Q&A: Defensive end Frank Alexander

Sooners Illustrated caught up with defensive end Frank Alexander this week to talk with him about a few things, so come on in for the discussion right here.

--Alexander and opposite defensive end Jeremy Beal have a good relationship, both on and off the field, so that first came up in the conversation.

What do you think of defensive end Jeremy Beal? Jeremy, you know, when I first met Jeremy man, he didn't say much at all. He was a quiet person. You know, he had to open up, too, but I don't know. He's just a real calm guy. You know, we play a lot. I go to his house and we get on the game and stuff. He's a real cool person, you know, good to be around. You know, you ain't going to have no negativity coming out of Jeremy. He does everything right.

What video games do you play when you hang out? We be playing FIFA 2010, Halo 3 and sometimes we get on NCAA every now and then. He's real competitive, though. He gets mad. You know, I'll be beating him, but it's all good.

And what teams do you use? I'll be playing with Brazil, [and he's Argentina in soccer].

--Moving onto his game on the field, he had some comments about that.

What are your goals for the season? My goals for this season, you know, I just want to go out there and play to the best of my ability and then hopefully, you know, I can get Big 12, All-American honors and get on the All-American board and get a defensive end award and stuff. And, you know, I just want the best for me and the team. And one of our biggest goals is to get to the national championship this year, you know, so that's what I'm looking forward to.

What have you improved on most since spring ball? Basically just playing with low pad leverage, getting the hip flexibility right and playing with face in hands, you know, not just going up there just running to be blocked.

How specifically does that help you? It sets up a lot of moves, you know. The low man always wins, so that's what I wanted to work on, and then with me being 6-5, you know, I've got a long frame, so it was a tough job. You know, I just had to work on it, but the strength and conditioning coaches [helped]. You know, they worked with me a lot and they got me right.

What's the secret to getting lower? The secret is you just got to, it's basically, you know, like the hips, groin, you know, you got to get all that loosened up in here, and then I just did a duck walk.

Do you have a record for duck walks in a day? Yeah, my freshman year, like I had to do change of direction going duck walks. Like I had to go from the sideline to the middle of the field back to the sideline, across the 50, back over the 50, you know, and it helped out a lot. And then, you know, I do a lot of stretching on my own, too, just to make sure it's right. Yeah, trying to loosen them up, trying to get them hips loose.

How do you see the D-line being this year? I see the D-line, you know, as being one of the best D-lines in the country in my eyes. You know, I feel that we're the best, and if we put our minds to it, we can't be stopped. So, we just got to go out there and have that attitude every day to go out there and work hard and get better. You know, like we say every practice, our new saying is "Go out there and practice with a purpose every day," and so make everything better.

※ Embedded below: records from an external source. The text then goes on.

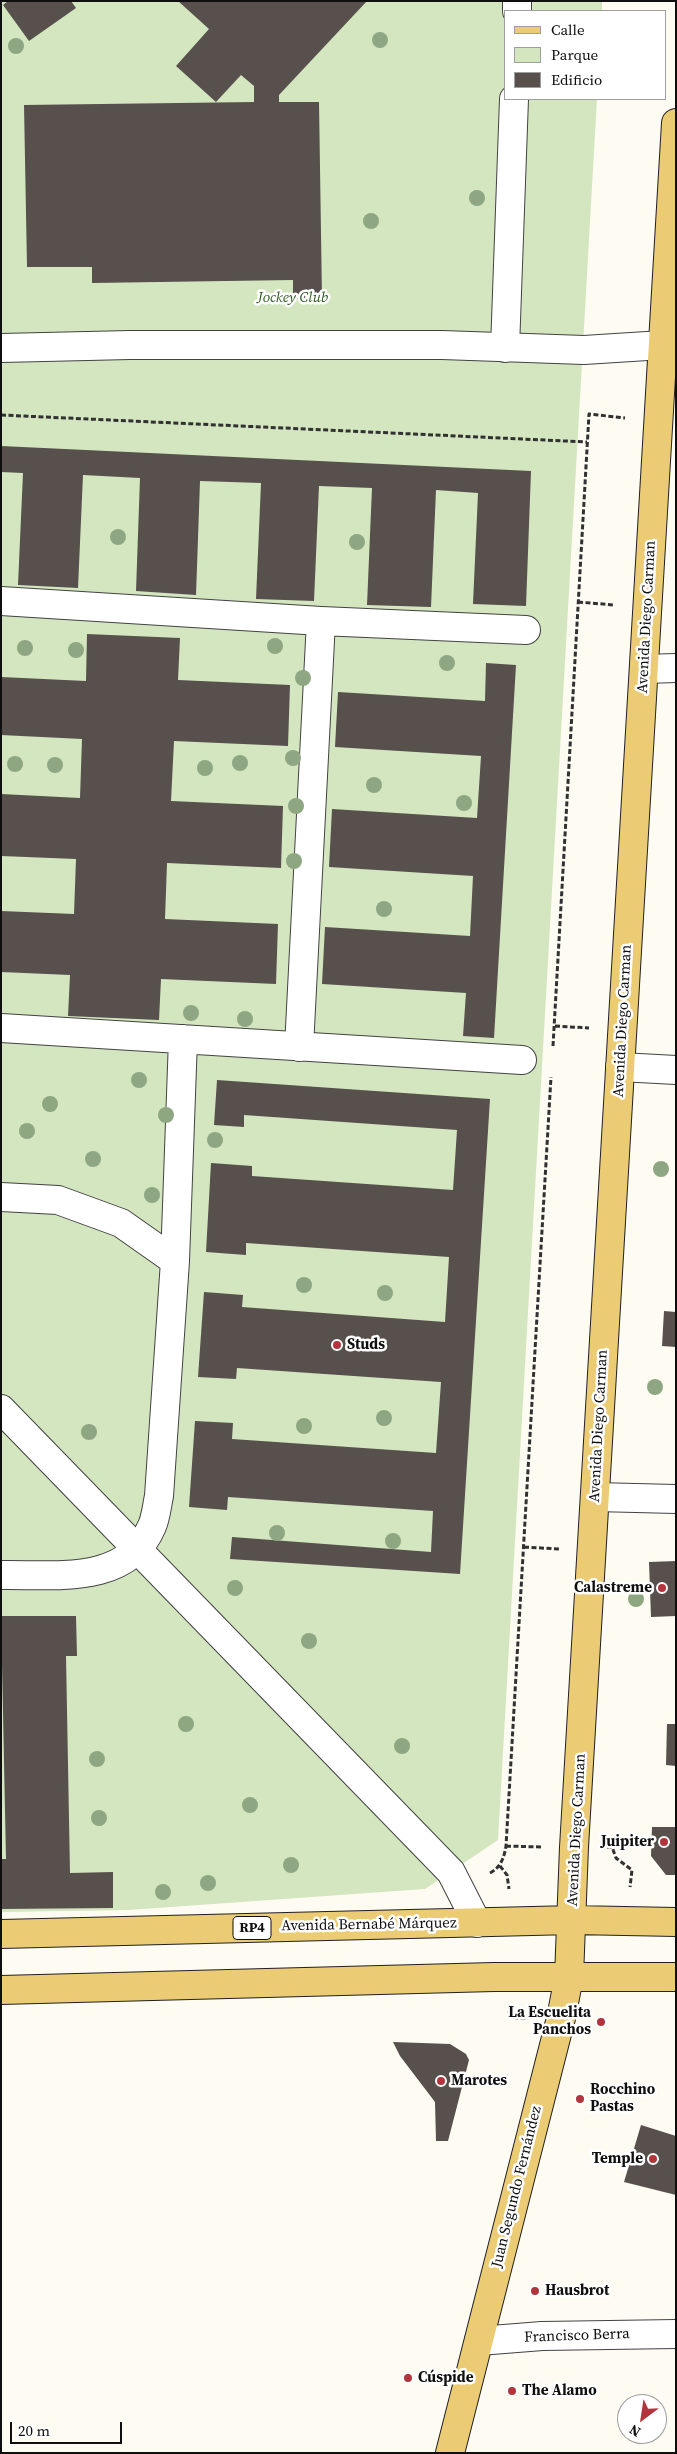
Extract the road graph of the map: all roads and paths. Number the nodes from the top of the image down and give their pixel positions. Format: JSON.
{"nodes":[{"id":1,"x":514,"y":100,"type":"edge"},
{"id":2,"x":676,"y":123,"type":"edge"},
{"id":3,"x":672,"y":252,"type":"edge"},
{"id":4,"x":663,"y":345,"type":"junction"},
{"id":5,"x":1,"y":348,"type":"edge"},
{"id":6,"x":505,"y":348,"type":"junction"},
{"id":7,"x":589,"y":414,"type":"dead end"},
{"id":8,"x":1,"y":415,"type":"edge"},
{"id":9,"x":588,"y":442,"type":"junction"},
{"id":10,"x":1,"y":601,"type":"edge"},
{"id":11,"x":321,"y":621,"type":"junction"},
{"id":12,"x":526,"y":630,"type":"dead end"},
{"id":13,"x":676,"y":668,"type":"edge"},
{"id":14,"x":644,"y":669,"type":"junction"},
{"id":15,"x":1,"y":1028,"type":"edge"},
{"id":16,"x":183,"y":1039,"type":"junction"},
{"id":17,"x":300,"y":1047,"type":"junction"},
{"id":18,"x":553,"y":1053,"type":"dead end"},
{"id":19,"x":522,"y":1060,"type":"dead end"},
{"id":20,"x":620,"y":1067,"type":"junction"},
{"id":21,"x":676,"y":1070,"type":"edge"},
{"id":22,"x":552,"y":1072,"type":"dead end"},
{"id":23,"x":1,"y":1197,"type":"edge"},
{"id":24,"x":175,"y":1261,"type":"junction"},
{"id":25,"x":1,"y":1409,"type":"edge"},
{"id":26,"x":595,"y":1497,"type":"junction"},
{"id":27,"x":676,"y":1499,"type":"edge"},
{"id":28,"x":138,"y":1548,"type":"junction"},
{"id":29,"x":1,"y":1575,"type":"edge"},
{"id":30,"x":506,"y":1846,"type":"dead end"},
{"id":31,"x":573,"y":1920,"type":"junction"},
{"id":32,"x":676,"y":1922,"type":"edge"},
{"id":33,"x":477,"y":1923,"type":"junction"},
{"id":34,"x":1,"y":1934,"type":"edge"},
{"id":35,"x":569,"y":1977,"type":"junction"},
{"id":36,"x":676,"y":1978,"type":"edge"},
{"id":37,"x":1,"y":1990,"type":"edge"},
{"id":38,"x":676,"y":2334,"type":"edge"},
{"id":39,"x":479,"y":2341,"type":"junction"},
{"id":40,"x":450,"y":2453,"type":"edge"}],
"edges":[{"from":1,"to":6,"type":"street"},
{"from":2,"to":3,"type":"main road","name":"Avenida Diego Carman"},
{"from":3,"to":4,"type":"main road","name":"Avenida Diego Carman"},
{"from":4,"to":6,"type":"street"},
{"from":4,"to":14,"type":"main road","name":"Avenida Diego Carman"},
{"from":5,"to":6,"type":"street"},
{"from":7,"to":9,"type":"path"},
{"from":8,"to":9,"type":"path"},
{"from":9,"to":18,"type":"path"},
{"from":10,"to":11,"type":"street"},
{"from":11,"to":12,"type":"street"},
{"from":11,"to":17,"type":"street"},
{"from":13,"to":14,"type":"street"},
{"from":14,"to":20,"type":"main road","name":"Avenida Diego Carman"},
{"from":15,"to":16,"type":"street"},
{"from":16,"to":17,"type":"street"},
{"from":16,"to":24,"type":"street"},
{"from":17,"to":19,"type":"street"},
{"from":20,"to":21,"type":"street"},
{"from":20,"to":26,"type":"main road","name":"Avenida Diego Carman"},
{"from":22,"to":30,"type":"path"},
{"from":23,"to":24,"type":"street"},
{"from":24,"to":28,"type":"street"},
{"from":25,"to":28,"type":"street"},
{"from":26,"to":27,"type":"street"},
{"from":26,"to":31,"type":"main road","name":"Avenida Diego Carman"},
{"from":28,"to":29,"type":"street"},
{"from":28,"to":33,"type":"street"},
{"from":31,"to":32,"type":"main road","name":"Avenida Bernabé Márquez","number":"RP4"},
{"from":31,"to":33,"type":"main road","name":"Avenida Bernabé Márquez","number":"RP4"},
{"from":31,"to":35,"type":"main road","name":"Juan Segundo Fernández"},
{"from":33,"to":34,"type":"main road","name":"Avenida Bernabé Márquez","number":"RP4"},
{"from":35,"to":36,"type":"main road"},
{"from":35,"to":37,"type":"main road"},
{"from":35,"to":39,"type":"main road","name":"Juan Segundo Fernández"},
{"from":38,"to":39,"type":"street","name":"Francisco Berra"},
{"from":39,"to":40,"type":"main road","name":"Juan Segundo Fernández"}]}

--And he also offered some insight on the secondary.

What are your thoughts on some of the young guys in the secondary? Both [Jamell Fleming and Demontre Hurst] are tremendous players in my eyes. You know, I feel that both of them could make some, you know, a good contribution to the team. So, you know, either one is up in the air right now who's going to start, but I believe either one of them will just come in the game and make a difference, so really if Jamell starts and then he gets tired, then Demontre can come in. If Demontre gets tired, then Jamell comes in.

--Alexander also spoke out about the nationally known Oklahoma drill.

What do you think about the Oklahoma drill? Man, the Oklahoma drill is a tough drill. You know, you've got to be tough to play in that drill, and you know if you go light, you're going to get mauled over, just point plain and simple. You've just got to hit him before he hits you.

Is that drill is always planned or what? I mean, we usually only get in the Oklahoma drill during two-a-days and I guess it comes at the beginning of practice, like you said, to wake us up, you know, get that blood pumping and just getting everybody on the same thing. You know, just like that, all right it's time to wake up.

Do you have a famous Oklahoma drill moment? My first year, my freshman year here, favorite Oklahoma drill, we were doing it different at the time. Like we were just going one, you know, one, one-on-one.

It was me and my home boy Donald. I had a guy in front of him and controlled him back, came up and made a play and everybody was cheering me on even when I first got here. So, I felt like I was the man here.

So, doing well in it gives you more of a sense that you belong? Yes sir. It gives you a lot of confidence, and you know you're ready to go.

Do you realize how widely used it is around the country with high schools and such? Oh yeah, we [know]. [In] Louisiana we used to do it, too. I think it was called the bull ringer, and what we would [do] is one person would go out there in the middle, and the whole team just circled around him, and then the coaches started calling out numbers, and you just got to find whatever number he calls, and you just got to hit him.